Making the shortlist for the International Booker Prize with his novel Perfection has boosted the profile of Italian novelist Vincenzo Latronico, 40, who is known as an eagle-eyed observer of the millennial generation. The book follows an expat couple living in Berlin. Working as graphic designers, their lives lack the fulfilment they portray on social media.
Latronico’s fourth novel was written during the COVID-era lockdowns and is a re-imagining of Georges Perec’s classic book Things: A Story of the Sixties. It is his first to be translated into English. Translator Sophie Hughes has been showered with praise by Latronico, who also works as a translator.
The author spoke to Al Majalla about inspiring empathy in readers towards his characters, working during the pandemic, and the prospect of winning a top literary prize. This is the conversation.
Perfection explores the pursuit of flawlessness in various aspects of life. What inspired you to tackle this theme, and how do you see it resonating with contemporary readers?
It was when I started going on Instagram during lockdown that I realised my apartment in Berlin looked like every other apartment I had seen, whether in Germany, the US, Italy, or Argentina, and I wondered how that could be possible.

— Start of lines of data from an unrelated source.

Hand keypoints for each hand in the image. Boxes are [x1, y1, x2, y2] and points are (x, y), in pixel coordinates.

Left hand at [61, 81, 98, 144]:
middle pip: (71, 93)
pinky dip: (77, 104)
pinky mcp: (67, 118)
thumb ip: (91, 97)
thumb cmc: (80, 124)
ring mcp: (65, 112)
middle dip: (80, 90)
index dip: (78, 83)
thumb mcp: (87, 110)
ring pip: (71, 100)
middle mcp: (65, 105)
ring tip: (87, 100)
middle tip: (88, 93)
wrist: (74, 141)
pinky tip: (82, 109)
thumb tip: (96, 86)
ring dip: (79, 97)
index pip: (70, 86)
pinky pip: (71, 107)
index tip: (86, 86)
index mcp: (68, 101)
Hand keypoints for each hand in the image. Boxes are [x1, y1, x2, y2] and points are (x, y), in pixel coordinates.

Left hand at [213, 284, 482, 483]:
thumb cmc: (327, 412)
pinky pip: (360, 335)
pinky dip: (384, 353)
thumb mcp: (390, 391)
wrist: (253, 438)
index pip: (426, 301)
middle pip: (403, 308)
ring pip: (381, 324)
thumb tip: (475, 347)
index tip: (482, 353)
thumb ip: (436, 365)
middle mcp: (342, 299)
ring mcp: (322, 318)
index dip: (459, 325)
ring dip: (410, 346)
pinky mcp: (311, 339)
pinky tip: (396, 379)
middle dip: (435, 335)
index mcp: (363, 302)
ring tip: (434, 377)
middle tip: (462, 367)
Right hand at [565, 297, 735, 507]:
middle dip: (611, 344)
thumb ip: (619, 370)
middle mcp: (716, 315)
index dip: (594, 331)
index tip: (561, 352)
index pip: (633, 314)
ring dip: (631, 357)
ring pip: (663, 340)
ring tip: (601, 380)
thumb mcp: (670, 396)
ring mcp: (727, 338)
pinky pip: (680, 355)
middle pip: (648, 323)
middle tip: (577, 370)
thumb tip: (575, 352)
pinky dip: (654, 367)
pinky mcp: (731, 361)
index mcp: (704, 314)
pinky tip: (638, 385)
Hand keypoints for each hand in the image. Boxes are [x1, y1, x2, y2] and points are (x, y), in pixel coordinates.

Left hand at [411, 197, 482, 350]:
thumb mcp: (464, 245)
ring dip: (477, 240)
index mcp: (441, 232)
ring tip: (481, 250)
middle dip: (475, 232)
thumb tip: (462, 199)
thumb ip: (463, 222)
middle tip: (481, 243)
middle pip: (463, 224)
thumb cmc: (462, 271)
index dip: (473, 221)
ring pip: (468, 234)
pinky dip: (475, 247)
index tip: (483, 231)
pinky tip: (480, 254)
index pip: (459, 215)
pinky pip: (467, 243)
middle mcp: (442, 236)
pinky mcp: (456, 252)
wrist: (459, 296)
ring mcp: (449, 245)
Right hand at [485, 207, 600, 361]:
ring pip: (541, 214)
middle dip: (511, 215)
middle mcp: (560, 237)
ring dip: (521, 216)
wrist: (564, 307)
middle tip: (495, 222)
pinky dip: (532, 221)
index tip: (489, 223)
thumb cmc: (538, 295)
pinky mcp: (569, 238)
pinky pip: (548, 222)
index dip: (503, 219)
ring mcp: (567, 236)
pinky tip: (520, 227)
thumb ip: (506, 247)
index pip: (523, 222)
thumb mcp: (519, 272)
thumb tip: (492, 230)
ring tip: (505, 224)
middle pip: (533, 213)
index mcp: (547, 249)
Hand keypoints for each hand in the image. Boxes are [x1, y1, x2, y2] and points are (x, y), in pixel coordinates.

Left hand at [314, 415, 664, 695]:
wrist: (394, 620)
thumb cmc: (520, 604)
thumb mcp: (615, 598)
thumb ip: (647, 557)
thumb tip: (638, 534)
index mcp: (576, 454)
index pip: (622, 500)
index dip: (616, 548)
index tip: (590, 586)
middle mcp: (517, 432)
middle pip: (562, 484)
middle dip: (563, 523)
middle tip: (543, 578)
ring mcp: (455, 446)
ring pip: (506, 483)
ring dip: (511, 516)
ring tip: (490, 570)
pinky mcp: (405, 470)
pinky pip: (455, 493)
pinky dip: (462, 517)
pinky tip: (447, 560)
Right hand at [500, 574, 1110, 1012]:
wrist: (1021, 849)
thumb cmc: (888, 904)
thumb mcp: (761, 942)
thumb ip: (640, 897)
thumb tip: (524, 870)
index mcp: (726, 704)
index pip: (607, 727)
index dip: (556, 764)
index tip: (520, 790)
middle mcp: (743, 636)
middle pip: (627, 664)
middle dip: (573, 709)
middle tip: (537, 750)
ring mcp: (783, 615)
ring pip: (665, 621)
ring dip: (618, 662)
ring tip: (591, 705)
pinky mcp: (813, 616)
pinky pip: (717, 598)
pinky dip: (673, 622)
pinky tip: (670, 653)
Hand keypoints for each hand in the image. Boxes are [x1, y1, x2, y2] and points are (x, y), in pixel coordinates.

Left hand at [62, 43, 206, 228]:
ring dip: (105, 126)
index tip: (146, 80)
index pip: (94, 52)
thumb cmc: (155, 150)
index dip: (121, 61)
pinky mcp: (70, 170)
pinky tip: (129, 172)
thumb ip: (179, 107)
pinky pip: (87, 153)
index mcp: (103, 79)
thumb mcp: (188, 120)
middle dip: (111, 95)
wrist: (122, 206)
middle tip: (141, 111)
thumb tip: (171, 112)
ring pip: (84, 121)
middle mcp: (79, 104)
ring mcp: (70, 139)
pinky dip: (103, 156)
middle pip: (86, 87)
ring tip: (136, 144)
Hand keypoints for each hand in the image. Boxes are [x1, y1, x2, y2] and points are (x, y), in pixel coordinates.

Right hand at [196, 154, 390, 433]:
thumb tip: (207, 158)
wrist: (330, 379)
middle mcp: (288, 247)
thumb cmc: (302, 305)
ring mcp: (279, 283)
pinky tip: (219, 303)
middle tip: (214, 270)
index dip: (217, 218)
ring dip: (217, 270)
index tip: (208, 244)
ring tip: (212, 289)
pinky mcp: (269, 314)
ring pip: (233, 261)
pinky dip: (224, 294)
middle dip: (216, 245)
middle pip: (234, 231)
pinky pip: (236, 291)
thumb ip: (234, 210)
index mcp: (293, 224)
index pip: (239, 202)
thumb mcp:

But in general, I’d tried and failed for years to write something about how digital life is changing the way we see ourselves, our moral horizon, our inner life. The pursuit of flawlessness is how this impacts one bubble of people, of which I am part. For others, it can be the pursuit of hyper-masculinity or radical politics.
What drew you to reimagine Perec’s Things as a novel for our era? Was it a challenge?
On the contrary, it made it much easier. I’d been struggling to write a book I was happy with for a long time, and was a bit discouraged. Also, partly due to the lockdowns and German Winter depression, I didn’t think I had the strength to invent much. Then I remembered that, upon first reading Perec, I had scribbled notes in the margins on how easy it would be to update this to a contemporary setting.
I decided to take it up as a writing exercise for the empty days of COVID. In retrospect, I think I sensed his book was very much about our times. It tells the story of the transition to mass-media consumerism. It is the same world we live in now, even though instead of desiring objects, we desire images of ourselves.
The novel maintains an observational tone, which Perec called “passionate coldness”. How did you balance emotional restraint with the need to convey the inner lives of the main characters, Anna and Tom?
I didn’t. I think we’re used to a kind of novel that is very much about empathy, and uses warmth and proximity to make readers care for the characters, but this is not the only way to tell a story. We feel very little empathy for Odysseus in the Odyssey, but we care about him nonetheless. Perec did something similar. It actually helped me a lot to realise there are many more forms than the ones we automatically gravitate towards, those encouraged by the market.